§ **Task description**: For the data below, work out the number of lines containing the string "dead" and answer with that number only.

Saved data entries
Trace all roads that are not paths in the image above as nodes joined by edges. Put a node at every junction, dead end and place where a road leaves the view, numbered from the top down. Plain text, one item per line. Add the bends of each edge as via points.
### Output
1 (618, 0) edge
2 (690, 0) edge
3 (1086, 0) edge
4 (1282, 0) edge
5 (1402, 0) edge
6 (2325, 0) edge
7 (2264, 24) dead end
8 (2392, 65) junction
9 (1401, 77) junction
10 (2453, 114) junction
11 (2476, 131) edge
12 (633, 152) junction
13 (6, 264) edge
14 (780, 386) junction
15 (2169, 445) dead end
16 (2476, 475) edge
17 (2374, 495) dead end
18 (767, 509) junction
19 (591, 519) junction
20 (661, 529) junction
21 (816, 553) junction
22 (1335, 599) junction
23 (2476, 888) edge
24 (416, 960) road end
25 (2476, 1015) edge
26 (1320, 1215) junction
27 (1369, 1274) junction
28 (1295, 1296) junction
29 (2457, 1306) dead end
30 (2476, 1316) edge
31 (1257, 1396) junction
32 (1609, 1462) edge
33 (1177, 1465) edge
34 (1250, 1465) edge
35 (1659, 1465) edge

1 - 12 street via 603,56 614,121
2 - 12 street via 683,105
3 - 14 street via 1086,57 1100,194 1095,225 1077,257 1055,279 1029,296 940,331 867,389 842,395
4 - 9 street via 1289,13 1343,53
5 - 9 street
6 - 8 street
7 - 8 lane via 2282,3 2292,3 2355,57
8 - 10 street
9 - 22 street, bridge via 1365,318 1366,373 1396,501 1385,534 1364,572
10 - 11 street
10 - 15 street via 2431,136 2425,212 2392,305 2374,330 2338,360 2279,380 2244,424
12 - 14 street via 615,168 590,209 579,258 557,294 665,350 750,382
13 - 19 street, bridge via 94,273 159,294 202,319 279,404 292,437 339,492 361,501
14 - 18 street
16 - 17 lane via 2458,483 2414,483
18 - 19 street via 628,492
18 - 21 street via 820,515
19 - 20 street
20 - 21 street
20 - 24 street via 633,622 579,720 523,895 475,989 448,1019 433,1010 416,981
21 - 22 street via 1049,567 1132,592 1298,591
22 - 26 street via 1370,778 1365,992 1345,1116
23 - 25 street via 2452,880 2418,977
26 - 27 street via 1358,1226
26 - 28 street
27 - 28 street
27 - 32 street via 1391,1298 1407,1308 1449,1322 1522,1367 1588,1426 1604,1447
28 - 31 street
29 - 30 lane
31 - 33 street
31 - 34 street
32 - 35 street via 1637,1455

§ **Output for this task**: 5